Uma situação é inevitável ao olhar diretamente para as pessoas nas ruas do centro comercial de Ciudad del Este: uma ou algumas delas se dirigirão a você com as mais insólitas e perigosas propostas. Evitar contato visual desnecessário, porém, é só um dos cuidados que os turistas que estão em Foz do Iguaçu (PR) precisam ter ao cruzar a Tríplice Fronteira para fazer compras na cidade paraguaia ou em Puerto Iguazú, na Argentina.
Testar os produtos que comprou, não cruzar as fronteiras com os dois países com veículos alugados, ficar atento a eletrônicos e perfumes falsificados ou vencidos, fugir de camelôs, fazer sua lista de compras antecipada para ir focado e escolher bem um serviço de personal shopper estão entre as orientações e cuidados a serem tomados pelos turistas.

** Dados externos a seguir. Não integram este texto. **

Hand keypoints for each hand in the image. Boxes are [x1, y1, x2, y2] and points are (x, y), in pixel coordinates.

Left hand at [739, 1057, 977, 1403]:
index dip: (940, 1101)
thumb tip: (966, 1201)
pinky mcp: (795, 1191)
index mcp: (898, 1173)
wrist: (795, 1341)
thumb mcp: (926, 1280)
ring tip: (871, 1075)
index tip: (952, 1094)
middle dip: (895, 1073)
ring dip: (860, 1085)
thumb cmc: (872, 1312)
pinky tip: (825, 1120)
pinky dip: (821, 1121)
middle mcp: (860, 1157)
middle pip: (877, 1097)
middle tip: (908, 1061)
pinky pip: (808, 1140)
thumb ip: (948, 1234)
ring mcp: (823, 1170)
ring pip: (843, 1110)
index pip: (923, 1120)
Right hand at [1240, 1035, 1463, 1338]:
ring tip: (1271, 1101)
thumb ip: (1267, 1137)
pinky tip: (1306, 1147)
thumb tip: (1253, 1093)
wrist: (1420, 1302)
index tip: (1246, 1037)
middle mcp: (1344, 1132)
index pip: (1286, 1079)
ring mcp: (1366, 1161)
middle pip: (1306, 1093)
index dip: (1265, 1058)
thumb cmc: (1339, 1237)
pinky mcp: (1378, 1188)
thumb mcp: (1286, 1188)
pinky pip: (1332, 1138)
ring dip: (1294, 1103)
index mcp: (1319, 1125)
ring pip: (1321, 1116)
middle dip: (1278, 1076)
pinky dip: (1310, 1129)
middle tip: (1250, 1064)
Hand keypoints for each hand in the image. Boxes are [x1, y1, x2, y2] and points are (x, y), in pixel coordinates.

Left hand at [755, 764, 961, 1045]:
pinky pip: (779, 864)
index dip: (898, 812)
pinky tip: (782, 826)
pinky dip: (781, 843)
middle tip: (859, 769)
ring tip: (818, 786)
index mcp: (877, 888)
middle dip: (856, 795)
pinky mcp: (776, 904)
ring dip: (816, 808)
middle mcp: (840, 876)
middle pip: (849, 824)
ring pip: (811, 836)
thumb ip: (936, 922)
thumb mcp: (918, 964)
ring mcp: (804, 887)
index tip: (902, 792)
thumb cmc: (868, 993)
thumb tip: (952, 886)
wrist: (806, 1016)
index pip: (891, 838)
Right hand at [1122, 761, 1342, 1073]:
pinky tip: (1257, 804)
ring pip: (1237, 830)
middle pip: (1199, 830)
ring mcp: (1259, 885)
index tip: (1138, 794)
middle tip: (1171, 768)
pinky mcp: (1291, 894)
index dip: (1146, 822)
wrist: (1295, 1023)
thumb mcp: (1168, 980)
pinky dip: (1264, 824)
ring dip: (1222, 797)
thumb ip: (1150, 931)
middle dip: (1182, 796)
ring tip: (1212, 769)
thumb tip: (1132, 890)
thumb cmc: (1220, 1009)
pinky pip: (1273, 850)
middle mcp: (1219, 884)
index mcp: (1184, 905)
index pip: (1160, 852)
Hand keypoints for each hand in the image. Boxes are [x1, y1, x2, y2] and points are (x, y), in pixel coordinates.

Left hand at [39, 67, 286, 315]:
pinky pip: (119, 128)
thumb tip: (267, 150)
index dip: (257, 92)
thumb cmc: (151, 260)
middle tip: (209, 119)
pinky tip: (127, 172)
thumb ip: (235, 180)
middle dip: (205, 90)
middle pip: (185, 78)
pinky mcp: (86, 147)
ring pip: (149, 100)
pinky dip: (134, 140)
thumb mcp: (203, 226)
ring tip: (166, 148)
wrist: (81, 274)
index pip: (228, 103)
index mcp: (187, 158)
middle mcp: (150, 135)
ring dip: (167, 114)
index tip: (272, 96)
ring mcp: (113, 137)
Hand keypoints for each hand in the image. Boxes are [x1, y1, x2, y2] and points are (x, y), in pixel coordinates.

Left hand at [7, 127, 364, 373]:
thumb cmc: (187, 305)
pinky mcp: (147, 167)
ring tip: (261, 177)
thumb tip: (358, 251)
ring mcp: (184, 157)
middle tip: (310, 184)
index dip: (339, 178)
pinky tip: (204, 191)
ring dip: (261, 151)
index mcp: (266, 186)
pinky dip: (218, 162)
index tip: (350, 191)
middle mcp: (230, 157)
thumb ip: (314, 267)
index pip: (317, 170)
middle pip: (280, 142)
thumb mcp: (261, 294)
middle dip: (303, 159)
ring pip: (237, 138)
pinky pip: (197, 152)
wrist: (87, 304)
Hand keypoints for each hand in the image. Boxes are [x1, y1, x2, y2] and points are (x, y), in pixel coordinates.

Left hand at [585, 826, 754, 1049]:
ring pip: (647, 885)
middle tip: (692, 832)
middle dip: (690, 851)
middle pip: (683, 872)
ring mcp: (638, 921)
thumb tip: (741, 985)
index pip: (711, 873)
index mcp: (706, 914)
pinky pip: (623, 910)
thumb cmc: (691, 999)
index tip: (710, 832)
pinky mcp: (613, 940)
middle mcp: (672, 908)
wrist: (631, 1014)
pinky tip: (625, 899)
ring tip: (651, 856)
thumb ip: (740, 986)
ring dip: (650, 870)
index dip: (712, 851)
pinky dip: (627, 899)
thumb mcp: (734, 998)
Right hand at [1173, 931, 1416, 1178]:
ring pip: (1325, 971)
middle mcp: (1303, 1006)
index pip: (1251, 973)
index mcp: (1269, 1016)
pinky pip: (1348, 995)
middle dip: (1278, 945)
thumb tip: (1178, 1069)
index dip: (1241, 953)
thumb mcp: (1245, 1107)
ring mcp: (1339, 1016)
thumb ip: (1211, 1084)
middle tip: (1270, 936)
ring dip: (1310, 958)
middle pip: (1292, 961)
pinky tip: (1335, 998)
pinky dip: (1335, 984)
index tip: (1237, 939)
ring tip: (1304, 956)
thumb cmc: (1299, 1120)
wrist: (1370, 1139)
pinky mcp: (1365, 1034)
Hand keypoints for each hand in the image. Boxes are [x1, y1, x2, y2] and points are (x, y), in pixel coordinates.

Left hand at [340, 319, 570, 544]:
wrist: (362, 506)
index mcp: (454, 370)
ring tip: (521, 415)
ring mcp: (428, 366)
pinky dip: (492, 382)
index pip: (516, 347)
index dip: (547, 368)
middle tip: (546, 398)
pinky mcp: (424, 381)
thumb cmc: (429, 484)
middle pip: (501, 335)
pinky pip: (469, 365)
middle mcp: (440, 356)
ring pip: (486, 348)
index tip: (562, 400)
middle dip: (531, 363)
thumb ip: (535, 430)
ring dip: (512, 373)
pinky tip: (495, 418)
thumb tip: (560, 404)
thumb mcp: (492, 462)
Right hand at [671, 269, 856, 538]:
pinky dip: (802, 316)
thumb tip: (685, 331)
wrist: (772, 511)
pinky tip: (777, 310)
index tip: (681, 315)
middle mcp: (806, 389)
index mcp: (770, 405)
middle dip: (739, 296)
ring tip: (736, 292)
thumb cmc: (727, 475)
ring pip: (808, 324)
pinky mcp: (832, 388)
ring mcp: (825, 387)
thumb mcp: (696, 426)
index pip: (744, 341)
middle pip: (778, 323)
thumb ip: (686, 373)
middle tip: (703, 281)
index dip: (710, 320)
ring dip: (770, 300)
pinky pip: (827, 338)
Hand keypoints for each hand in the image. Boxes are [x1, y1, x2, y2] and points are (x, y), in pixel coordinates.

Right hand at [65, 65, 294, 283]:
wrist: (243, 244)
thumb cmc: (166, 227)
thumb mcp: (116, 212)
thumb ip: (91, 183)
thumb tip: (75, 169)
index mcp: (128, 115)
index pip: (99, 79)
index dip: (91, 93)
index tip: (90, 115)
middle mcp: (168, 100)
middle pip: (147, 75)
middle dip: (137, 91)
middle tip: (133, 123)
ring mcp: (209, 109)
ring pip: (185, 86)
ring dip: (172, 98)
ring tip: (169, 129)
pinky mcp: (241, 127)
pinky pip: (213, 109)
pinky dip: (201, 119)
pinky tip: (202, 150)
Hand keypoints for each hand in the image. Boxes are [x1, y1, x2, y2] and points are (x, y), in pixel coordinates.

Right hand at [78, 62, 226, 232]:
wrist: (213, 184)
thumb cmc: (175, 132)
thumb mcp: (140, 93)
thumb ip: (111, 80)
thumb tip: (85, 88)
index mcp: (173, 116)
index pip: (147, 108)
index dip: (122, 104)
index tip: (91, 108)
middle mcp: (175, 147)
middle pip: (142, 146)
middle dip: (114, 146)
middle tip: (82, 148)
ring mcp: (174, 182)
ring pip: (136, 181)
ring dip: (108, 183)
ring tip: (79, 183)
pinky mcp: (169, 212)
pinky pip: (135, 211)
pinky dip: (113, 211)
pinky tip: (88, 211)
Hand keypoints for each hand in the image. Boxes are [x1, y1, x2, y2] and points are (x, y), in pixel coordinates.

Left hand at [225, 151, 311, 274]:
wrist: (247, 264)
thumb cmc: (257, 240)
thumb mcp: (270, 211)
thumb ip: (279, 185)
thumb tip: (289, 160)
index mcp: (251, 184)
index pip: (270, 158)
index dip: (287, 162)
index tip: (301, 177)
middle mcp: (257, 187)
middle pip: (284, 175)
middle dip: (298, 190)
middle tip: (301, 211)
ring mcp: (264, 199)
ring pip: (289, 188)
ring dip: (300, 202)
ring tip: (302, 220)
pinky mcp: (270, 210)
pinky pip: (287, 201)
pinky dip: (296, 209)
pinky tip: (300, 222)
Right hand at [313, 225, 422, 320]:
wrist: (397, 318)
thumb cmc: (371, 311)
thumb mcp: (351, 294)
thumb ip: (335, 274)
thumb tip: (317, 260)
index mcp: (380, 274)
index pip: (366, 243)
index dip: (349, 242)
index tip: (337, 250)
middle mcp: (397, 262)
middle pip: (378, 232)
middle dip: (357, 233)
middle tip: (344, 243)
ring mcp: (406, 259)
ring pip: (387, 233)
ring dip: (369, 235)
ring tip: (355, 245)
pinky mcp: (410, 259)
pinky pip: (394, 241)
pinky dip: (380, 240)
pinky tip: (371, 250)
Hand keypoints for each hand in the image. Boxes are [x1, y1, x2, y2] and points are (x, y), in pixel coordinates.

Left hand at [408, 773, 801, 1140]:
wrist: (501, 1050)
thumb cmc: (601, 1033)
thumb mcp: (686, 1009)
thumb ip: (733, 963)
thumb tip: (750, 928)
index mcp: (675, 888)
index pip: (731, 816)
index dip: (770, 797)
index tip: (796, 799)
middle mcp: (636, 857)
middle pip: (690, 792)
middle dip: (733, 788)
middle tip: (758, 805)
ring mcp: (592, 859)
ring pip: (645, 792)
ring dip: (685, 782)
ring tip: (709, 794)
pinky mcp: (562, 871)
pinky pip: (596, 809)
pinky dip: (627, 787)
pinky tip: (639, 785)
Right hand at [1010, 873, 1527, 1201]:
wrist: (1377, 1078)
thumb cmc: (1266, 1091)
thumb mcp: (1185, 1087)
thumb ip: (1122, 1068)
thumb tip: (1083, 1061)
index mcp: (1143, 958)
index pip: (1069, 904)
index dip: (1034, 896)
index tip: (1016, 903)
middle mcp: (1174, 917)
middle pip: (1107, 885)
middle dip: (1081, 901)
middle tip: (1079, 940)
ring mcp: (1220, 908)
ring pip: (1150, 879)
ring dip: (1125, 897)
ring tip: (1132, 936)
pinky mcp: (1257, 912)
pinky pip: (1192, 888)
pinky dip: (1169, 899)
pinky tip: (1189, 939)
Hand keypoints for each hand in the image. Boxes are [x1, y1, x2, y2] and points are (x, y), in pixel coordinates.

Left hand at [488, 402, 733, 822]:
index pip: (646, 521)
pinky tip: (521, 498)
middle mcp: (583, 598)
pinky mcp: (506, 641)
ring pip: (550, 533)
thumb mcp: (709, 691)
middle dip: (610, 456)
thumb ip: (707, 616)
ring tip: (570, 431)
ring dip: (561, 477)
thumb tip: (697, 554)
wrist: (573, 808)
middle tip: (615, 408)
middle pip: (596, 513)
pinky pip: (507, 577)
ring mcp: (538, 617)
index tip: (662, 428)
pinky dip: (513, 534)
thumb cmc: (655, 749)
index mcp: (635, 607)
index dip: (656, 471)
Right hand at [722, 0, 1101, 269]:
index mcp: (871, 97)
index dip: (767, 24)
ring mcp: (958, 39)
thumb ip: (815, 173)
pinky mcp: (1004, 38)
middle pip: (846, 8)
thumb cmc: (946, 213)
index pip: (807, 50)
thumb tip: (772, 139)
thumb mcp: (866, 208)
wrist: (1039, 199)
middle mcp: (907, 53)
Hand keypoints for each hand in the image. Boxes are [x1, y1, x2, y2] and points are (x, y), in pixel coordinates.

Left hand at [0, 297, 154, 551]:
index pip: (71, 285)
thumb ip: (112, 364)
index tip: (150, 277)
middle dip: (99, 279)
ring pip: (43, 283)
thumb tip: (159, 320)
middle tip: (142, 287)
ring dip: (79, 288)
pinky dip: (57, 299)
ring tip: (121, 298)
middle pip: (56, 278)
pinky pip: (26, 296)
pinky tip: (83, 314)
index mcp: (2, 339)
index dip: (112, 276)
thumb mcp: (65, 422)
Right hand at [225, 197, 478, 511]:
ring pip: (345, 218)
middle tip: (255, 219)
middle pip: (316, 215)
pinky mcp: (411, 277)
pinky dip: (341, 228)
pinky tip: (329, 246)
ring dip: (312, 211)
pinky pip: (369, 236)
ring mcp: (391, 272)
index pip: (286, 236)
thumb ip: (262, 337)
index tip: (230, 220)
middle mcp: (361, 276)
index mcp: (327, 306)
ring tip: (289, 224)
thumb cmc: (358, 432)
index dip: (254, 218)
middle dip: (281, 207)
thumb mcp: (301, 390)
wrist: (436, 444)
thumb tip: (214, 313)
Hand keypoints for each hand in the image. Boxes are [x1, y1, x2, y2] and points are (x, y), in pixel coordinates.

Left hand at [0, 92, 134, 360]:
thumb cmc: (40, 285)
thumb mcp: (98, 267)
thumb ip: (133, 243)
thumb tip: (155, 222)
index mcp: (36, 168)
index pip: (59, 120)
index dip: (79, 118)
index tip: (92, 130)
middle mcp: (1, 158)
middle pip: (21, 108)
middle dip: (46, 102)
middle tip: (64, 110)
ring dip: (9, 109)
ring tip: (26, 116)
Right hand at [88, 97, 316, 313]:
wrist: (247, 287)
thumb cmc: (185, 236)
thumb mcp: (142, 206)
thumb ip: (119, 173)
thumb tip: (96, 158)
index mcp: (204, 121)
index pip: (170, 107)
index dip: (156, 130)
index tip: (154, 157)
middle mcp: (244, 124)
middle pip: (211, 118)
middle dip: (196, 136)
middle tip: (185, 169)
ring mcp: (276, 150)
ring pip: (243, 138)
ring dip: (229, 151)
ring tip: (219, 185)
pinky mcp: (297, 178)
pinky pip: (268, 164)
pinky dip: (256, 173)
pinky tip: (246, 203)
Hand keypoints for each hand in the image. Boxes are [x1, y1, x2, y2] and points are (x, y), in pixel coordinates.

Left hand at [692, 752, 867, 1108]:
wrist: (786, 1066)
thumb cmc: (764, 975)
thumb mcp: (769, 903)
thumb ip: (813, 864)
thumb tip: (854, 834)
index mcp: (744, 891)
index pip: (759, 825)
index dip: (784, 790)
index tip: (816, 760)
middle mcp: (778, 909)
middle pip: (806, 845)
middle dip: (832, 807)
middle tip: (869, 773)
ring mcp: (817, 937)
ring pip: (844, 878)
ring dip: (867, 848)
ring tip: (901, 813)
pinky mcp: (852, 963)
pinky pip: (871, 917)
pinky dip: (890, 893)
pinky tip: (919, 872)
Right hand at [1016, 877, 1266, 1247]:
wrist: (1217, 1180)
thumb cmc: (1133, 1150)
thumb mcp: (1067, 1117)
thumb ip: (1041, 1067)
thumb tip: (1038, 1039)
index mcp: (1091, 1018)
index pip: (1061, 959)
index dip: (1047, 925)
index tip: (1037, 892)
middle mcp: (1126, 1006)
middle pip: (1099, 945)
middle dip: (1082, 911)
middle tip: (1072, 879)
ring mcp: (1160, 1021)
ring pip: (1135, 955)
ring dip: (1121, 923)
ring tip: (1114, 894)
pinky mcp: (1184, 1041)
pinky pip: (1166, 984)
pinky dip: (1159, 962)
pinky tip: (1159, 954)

Dados da Secretaria do Turismo de Foz do Iguaçu apontam que a cidade recebeu neste ano 2,15 milhões de passageiros, dos quais 1,5 milhão pelo aeroporto e 647 mil via rodoviária. O Parque Nacional do Iguaçu —que abriga as cataratas— teve 1,51 milhão de visitantes, numa cidade que também tem como atrativos a hidrelétrica de Itaipu, o Parque das Aves, o Marco das Três Fronteiras, uma mesquita e um templo budista, entre outros.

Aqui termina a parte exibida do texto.